*** Opening INFORMATION SUPPLIED ***

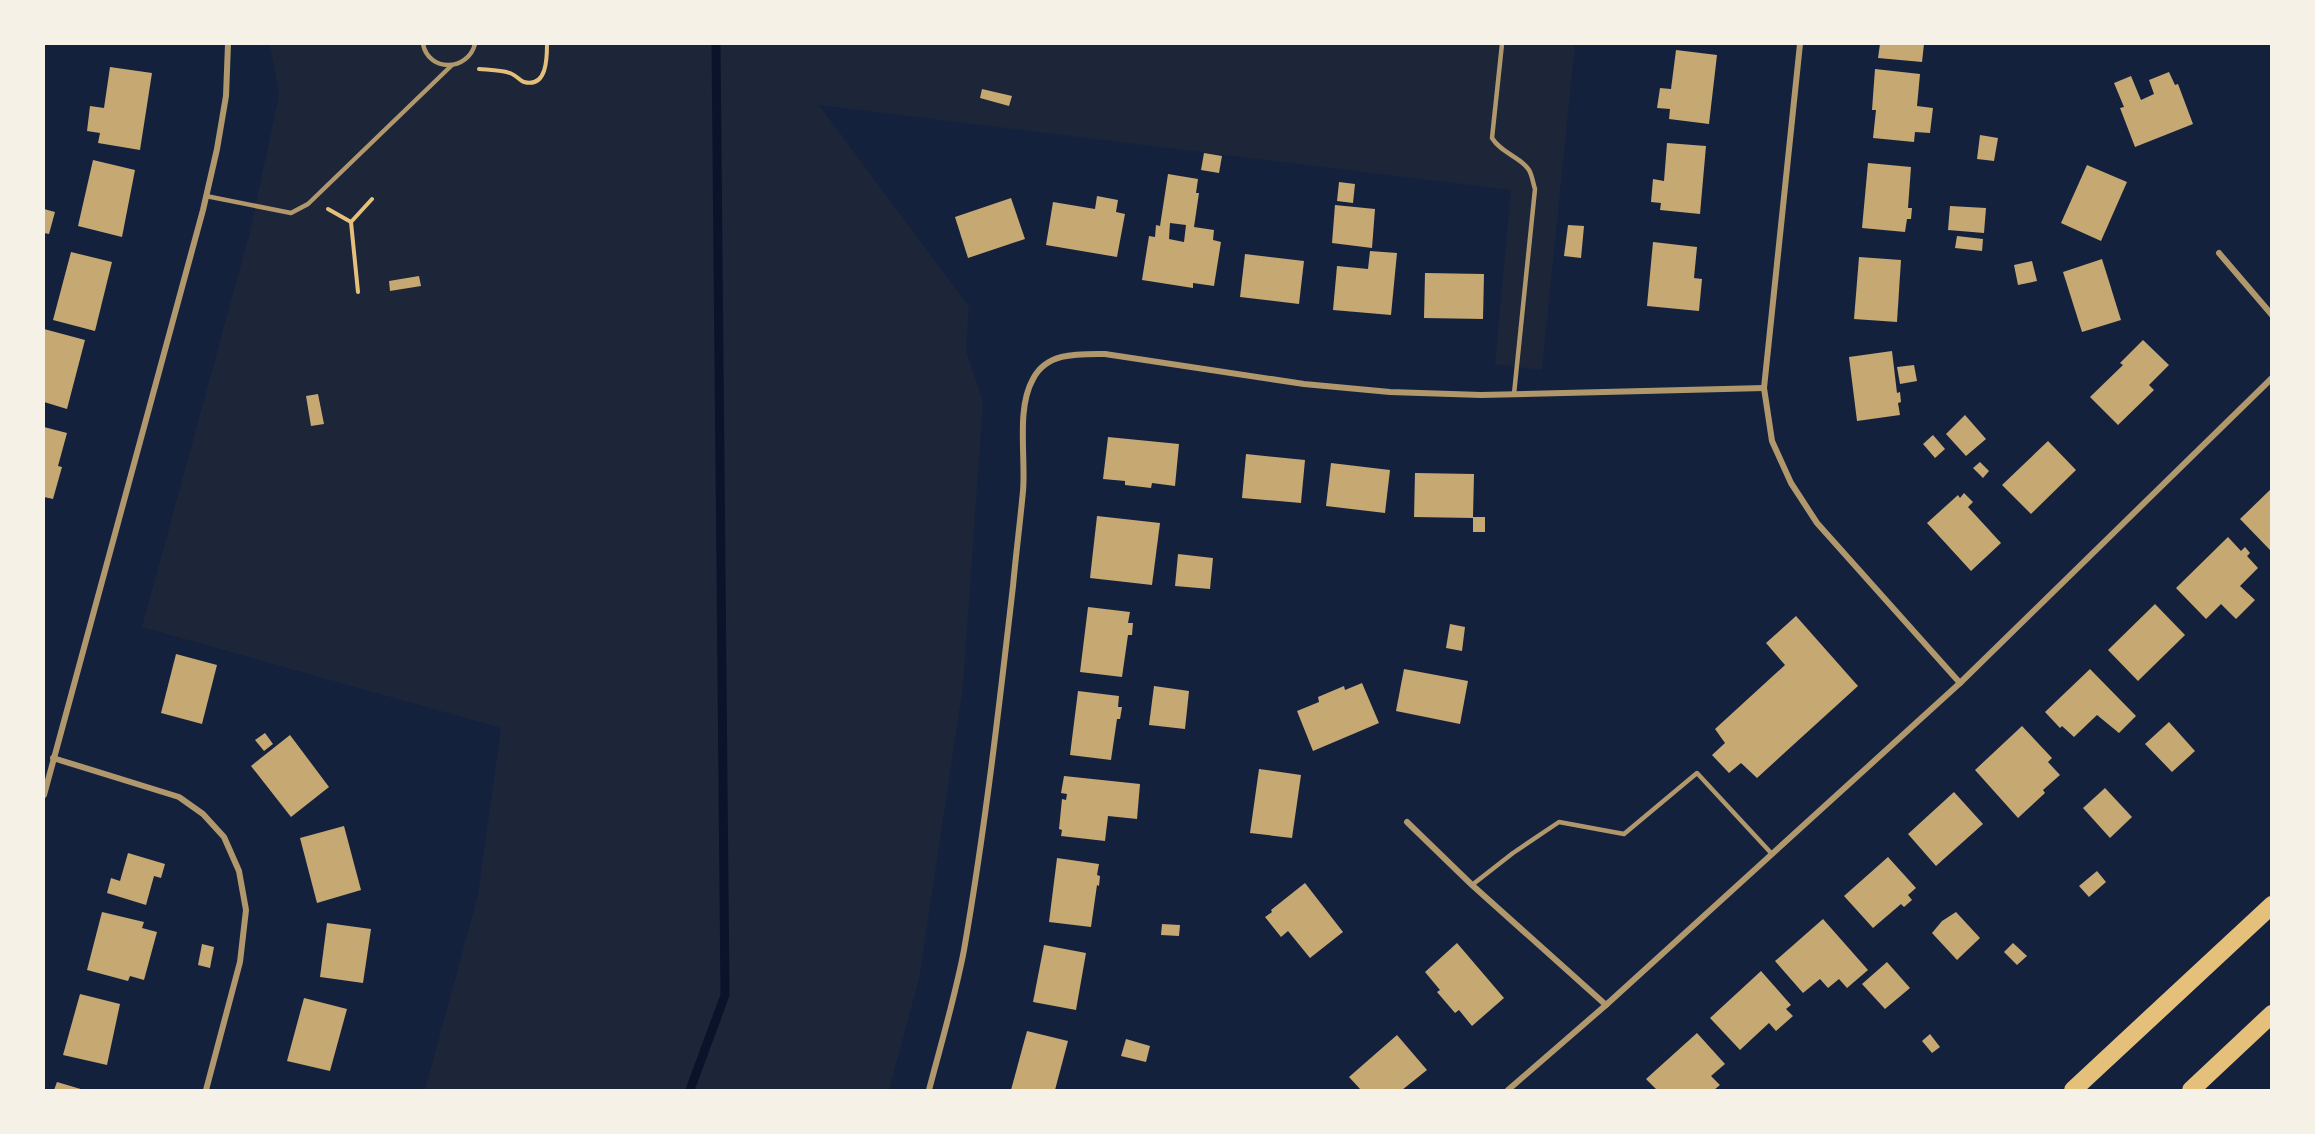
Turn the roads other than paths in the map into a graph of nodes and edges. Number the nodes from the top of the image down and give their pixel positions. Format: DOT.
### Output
graph roads {
  1 [pos="228,44"];
  2 [pos="423,44"];
  3 [pos="475,44"];
  4 [pos="1502,44"];
  5 [pos="1800,44"];
  6 [pos="451,66"];
  7 [pos="206,196"];
  8 [pos="2218,253"];
  9 [pos="2271,315"];
  10 [pos="2271,378"];
  11 [pos="1764,388"];
  12 [pos="1514,394"];
  13 [pos="1960,683"];
  14 [pos="53,758"];
  15 [pos="44,795"];
  16 [pos="1407,822"];
  17 [pos="1772,854"];
  18 [pos="1472,885"];
  19 [pos="2271,905"];
  20 [pos="1606,1005"];
  21 [pos="2271,1014"];
  22 [pos="206,1090"];
  23 [pos="929,1090"];
  24 [pos="1508,1090"];
  25 [pos="2073,1090"];
  26 [pos="2191,1090"];
  1 -- 7 [label="street"];
  2 -- 6 [label="lane"];
  3 -- 6 [label="lane"];
  4 -- 12 [label="lane"];
  5 -- 11 [label="street"];
  6 -- 7 [label="lane"];
  7 -- 14 [label="street"];
  8 -- 9 [label="street"];
  10 -- 13 [label="street"];
  11 -- 12 [label="street"];
  11 -- 13 [label="street"];
  12 -- 23 [label="street"];
  13 -- 17 [label="street"];
  14 -- 15 [label="street"];
  14 -- 22 [label="street"];
  16 -- 18 [label="street"];
  17 -- 18 [label="lane"];
  17 -- 20 [label="street"];
  18 -- 20 [label="street"];
  19 -- 25 [label="highway"];
  20 -- 24 [label="street"];
  21 -- 26 [label="highway"];
}
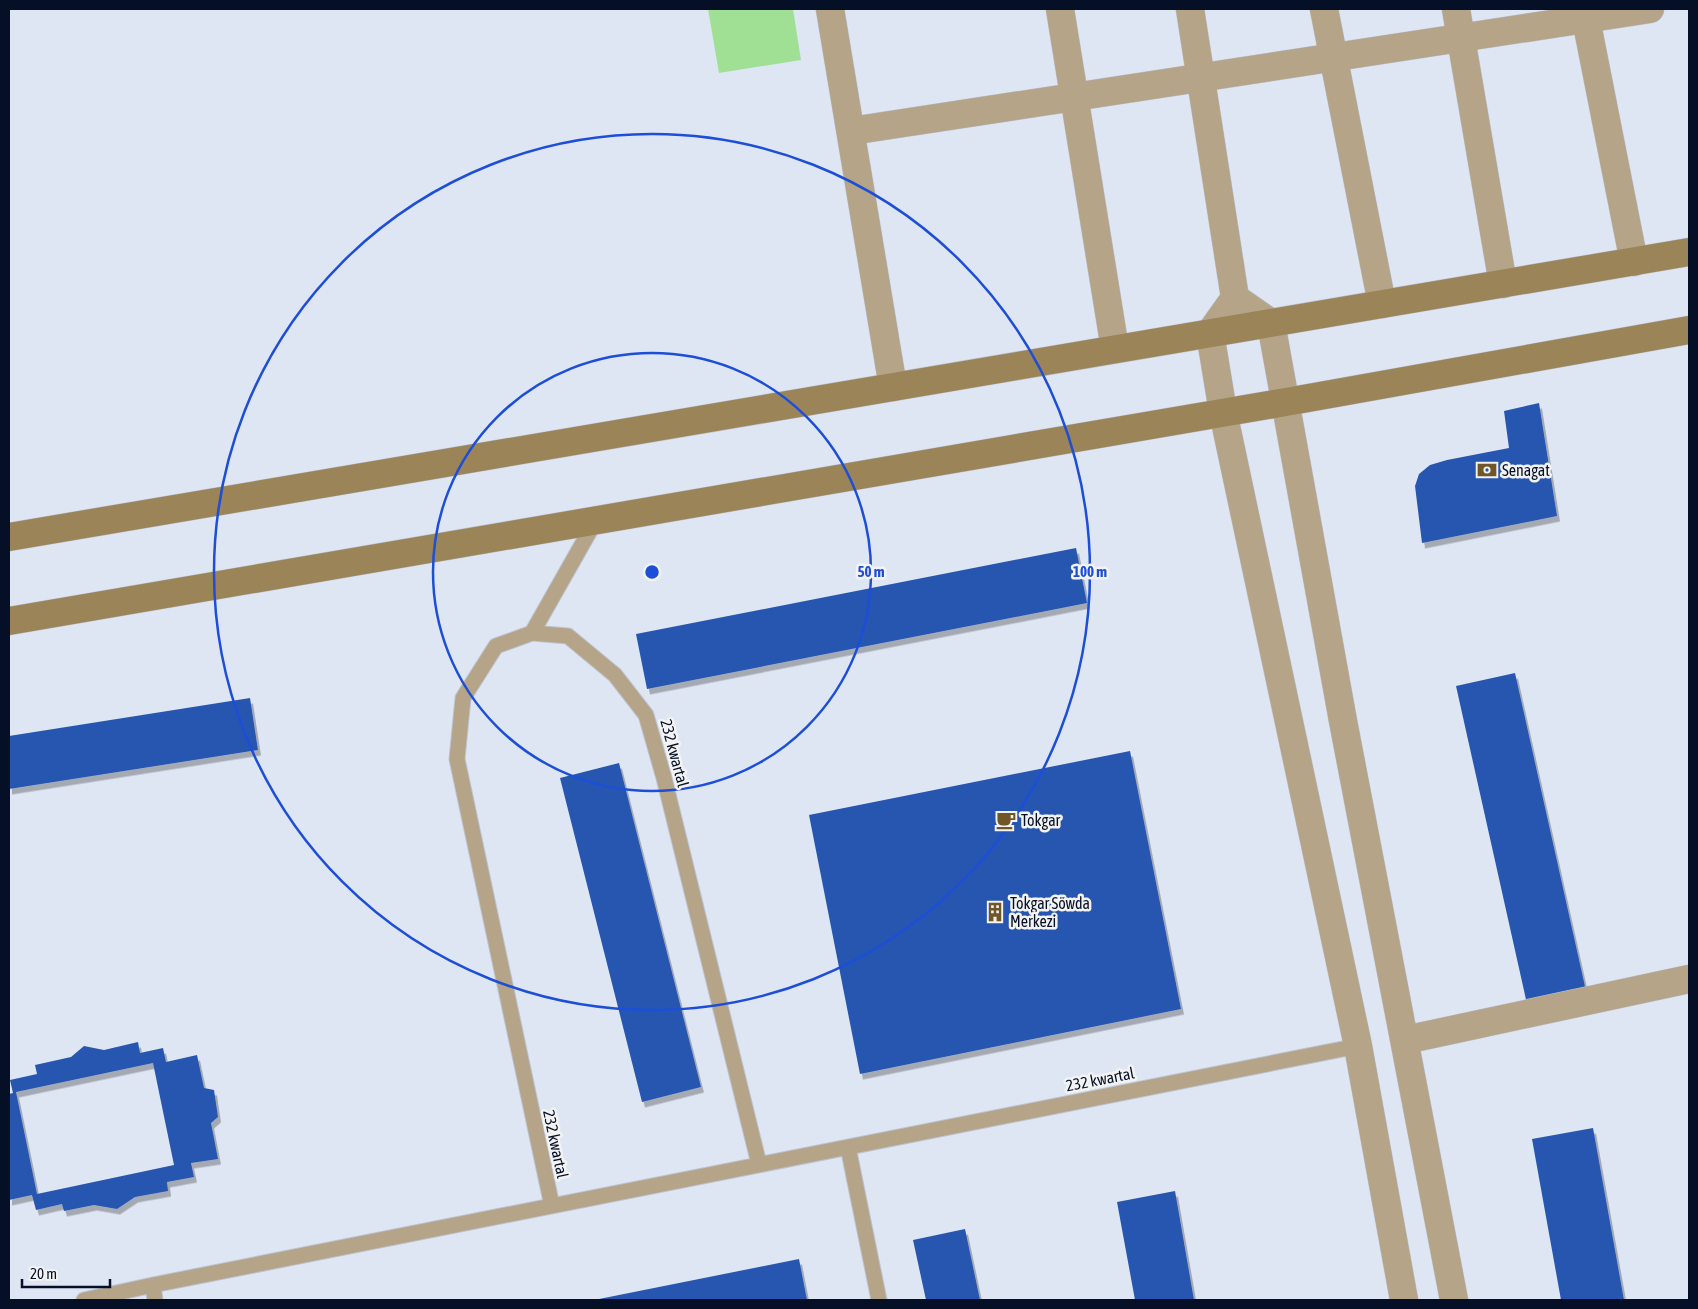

*** Closing INFORMATION SUPPLIED ***

Out of the records above, pick each line that contains the string "lane".

> [WRITTEN RESPONSE]
  2 -- 6 [label="lane"];
  3 -- 6 [label="lane"];
  4 -- 12 [label="lane"];
  6 -- 7 [label="lane"];
  17 -- 18 [label="lane"];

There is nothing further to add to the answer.